The unfortunate steady increase in MDR bacterial clinical isolates in the United States will presumably lead to increased use of the ceftolozane-tazobactam order set, which is now 1 of 8 order sets in use at Marin General. Our department is currently developing order sets for 5 additional antimicrobial agents. We are optimistic that the use of these tools will yield similar benefits to those associated with the ceftolozane-tazobactam order set, and will advance antimicrobial stewardship overall.

Dr. Evens is a board certified physician in Internal Medicine and Infectious Diseases practicing in San Raphael, California. He is affiliated with several hospitals in the area, including Marin General Hospital, where he is medical director of the Antimicrobial Stewardship Program, and Novato Community Hospital where he is medical director of Infection Control. In 2018, he was featured in Top Doctor, Marin Magazine.

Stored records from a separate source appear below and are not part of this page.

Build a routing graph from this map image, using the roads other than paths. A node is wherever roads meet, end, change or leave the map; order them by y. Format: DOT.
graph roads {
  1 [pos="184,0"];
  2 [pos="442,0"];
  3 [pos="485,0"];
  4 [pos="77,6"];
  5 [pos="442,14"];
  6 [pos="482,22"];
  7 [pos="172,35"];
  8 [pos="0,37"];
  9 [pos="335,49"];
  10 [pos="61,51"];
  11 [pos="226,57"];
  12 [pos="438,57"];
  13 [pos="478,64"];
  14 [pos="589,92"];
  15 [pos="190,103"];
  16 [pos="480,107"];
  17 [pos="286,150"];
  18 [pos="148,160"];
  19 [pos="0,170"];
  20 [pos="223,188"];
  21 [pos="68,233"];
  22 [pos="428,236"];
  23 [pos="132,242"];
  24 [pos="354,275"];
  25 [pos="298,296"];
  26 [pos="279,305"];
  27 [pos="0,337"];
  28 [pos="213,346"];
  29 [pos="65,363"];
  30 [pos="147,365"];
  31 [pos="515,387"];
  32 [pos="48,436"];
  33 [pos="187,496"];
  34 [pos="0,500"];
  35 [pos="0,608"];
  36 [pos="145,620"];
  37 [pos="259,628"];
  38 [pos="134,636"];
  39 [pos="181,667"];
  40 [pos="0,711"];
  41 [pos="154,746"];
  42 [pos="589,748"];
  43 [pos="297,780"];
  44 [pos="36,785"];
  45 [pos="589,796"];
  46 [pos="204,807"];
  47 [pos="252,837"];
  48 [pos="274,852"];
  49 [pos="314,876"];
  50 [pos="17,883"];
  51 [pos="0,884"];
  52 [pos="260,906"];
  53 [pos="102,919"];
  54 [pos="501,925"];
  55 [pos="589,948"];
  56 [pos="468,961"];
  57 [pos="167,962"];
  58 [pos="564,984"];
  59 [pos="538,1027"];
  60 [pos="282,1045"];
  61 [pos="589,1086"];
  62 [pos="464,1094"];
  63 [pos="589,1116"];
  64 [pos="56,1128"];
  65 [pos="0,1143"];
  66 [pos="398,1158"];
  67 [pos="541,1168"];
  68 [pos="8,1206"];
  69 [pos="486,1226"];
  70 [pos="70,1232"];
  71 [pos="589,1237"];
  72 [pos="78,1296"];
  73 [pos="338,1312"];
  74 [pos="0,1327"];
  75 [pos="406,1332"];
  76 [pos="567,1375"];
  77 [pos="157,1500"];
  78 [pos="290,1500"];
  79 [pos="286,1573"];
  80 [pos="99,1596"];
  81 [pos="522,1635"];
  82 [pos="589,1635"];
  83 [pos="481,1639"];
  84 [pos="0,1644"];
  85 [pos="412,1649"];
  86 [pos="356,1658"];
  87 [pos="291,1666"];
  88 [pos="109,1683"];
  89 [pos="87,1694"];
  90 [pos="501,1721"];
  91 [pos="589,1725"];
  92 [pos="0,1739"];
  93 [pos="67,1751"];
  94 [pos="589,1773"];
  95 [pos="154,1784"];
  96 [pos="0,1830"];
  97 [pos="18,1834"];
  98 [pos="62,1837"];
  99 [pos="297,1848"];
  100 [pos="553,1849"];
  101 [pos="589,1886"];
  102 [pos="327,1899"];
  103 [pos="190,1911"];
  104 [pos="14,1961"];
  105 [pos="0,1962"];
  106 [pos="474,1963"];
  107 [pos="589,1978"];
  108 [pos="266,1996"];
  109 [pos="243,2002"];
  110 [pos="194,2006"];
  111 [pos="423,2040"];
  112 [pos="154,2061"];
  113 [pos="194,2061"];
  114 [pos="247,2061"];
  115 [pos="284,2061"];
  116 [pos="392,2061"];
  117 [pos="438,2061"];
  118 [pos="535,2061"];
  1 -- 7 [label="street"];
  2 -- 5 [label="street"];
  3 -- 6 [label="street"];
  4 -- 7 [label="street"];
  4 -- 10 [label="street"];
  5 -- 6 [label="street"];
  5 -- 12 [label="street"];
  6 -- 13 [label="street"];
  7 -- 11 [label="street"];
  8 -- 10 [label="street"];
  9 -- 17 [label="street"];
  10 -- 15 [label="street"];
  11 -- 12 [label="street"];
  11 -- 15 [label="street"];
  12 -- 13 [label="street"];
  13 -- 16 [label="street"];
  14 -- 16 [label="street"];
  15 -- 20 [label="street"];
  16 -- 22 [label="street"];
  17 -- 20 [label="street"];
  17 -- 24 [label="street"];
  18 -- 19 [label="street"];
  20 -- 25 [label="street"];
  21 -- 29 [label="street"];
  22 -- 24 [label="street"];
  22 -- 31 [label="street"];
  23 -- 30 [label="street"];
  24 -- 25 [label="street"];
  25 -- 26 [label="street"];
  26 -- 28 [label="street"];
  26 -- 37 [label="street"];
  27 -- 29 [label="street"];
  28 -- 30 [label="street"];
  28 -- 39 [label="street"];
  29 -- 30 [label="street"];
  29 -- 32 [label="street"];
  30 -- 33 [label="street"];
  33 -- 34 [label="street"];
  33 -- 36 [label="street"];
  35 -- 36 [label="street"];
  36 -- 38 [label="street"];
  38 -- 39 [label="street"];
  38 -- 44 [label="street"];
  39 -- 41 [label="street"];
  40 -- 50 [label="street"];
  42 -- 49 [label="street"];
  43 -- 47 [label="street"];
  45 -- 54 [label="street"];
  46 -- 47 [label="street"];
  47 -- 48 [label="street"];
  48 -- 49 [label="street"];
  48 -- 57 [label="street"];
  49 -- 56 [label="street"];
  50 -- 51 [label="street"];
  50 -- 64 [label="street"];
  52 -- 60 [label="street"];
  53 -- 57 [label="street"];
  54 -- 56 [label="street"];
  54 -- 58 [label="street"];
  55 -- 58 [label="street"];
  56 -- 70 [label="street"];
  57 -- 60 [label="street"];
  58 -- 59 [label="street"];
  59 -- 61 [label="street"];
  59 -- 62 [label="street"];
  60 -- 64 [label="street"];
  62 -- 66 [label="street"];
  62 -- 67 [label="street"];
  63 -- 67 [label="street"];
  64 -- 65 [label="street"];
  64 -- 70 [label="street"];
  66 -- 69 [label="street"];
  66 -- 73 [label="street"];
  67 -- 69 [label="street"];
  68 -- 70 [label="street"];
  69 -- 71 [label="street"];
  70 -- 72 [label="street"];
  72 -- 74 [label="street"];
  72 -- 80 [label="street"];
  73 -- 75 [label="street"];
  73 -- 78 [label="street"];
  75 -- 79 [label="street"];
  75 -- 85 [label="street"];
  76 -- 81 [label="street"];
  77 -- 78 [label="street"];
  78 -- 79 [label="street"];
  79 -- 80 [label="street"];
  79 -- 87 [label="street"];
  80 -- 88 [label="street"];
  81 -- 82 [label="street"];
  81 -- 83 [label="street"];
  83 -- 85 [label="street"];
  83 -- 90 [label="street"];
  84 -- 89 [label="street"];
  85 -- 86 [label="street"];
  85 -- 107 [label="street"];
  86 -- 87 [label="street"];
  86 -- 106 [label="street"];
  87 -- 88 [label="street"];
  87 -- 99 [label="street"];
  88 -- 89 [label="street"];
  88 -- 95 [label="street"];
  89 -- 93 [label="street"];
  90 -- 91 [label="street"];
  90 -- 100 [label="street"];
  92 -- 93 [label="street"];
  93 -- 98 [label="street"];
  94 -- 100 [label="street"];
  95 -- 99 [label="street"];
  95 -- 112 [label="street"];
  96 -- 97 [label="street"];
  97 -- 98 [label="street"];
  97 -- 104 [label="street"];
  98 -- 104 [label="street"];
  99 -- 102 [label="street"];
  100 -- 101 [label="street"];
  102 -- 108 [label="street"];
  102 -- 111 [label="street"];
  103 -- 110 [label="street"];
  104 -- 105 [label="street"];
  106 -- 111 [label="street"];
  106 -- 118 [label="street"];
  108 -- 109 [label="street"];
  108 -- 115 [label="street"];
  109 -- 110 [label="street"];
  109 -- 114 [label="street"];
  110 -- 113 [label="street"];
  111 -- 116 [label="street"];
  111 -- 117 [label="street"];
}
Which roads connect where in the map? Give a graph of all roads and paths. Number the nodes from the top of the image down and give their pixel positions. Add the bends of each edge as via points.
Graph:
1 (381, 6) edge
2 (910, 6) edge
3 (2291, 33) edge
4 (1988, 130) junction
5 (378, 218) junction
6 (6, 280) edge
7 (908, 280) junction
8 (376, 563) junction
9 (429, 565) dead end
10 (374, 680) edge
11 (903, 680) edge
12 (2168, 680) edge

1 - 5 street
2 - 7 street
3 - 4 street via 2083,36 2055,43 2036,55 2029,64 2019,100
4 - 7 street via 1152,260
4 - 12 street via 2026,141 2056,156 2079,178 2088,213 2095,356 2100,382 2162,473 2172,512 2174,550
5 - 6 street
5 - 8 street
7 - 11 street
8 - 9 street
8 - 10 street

Disclosures: Dr. Evens is on the advisory board for Theravance and Gilead, and the speakers bureau for bioMérieux, Astellas, Merck, and Theravance.

References:

  1. Centers for Disease Control and Prevention. Antibiotic Resistance Threats in the United States, 2013. Atlanta, GA: 2013. http://www.cdc.gov/drugresistance/pdf/ar-threats-2013-508.pdf. Accessed August 8, 2018.
  2. Infectious Diseases Society of America. The 10 X ’20 Initiative: pursuing a global commitment to develop 10 new antibacterial drugs by 2020. Clin Infect Dis. 2010; 50: 1081-3.
  3. Hong M-C, Hsu DI, Bounthavong M. Ceftolozane/tazobactam: a novel antipseudomonal cephalosporin and ß-lactamase-inhibitor combination. Infect Drug Resist. 2013; 6: 215-23.
  4. Shortridge D, Castanheira M, Pfaller MA, Flamm RK. Ceftolozane-tazobactam activity against Pseudomonas aeruginosa clinical isolates from US hospitals: report from an antimicrobial surveillance program (PACTS, 2012-2015). Antimicrob Agents Chemother. 2017; 61(7): pii: e00465-17, doi:10.1128/AAC.00465-17.
  5. Farrell DJ, Flamm RK, Sader HS, Jones RN. Antimicrobial activity of ceftolozane-tazobactam tested against Enterobacteriaceae and Pseudomonas aeruginosa with various resistance patterns isolated in U.S. hospitals (2011-2012). Antimicrob Agents Chemother. 2013; 57(12): 6305-10.
  6. Shlaes DM. New β-lactam-β-lactamase inhibitor combinations in clinical development. Ann N Y Acad Sci. 2013; 1277: 105-14.
  7. Cabot G, Mulet X, Moya B, et al. Dynamics and mechanisms of resistance development to ceftazidime, meropenem and ceftolozane/tazobactam in wild-type and mutator P. aeruginosa strains. In: Abstracts: 52nd Interscience Conference on Antimicrobial Agents and Chemotherapy. Washington: American Society for Microbiology; 2012.
  8. Takeda S, Nakai T, Wakai Y, Ikeda F, Hatano K. In vitro and in vivo activities of a new cephalosporin, FR264205, against Pseudomonas aeruginosa. Antimicrob Agents Chemother. 2007; 51(3): 826-30.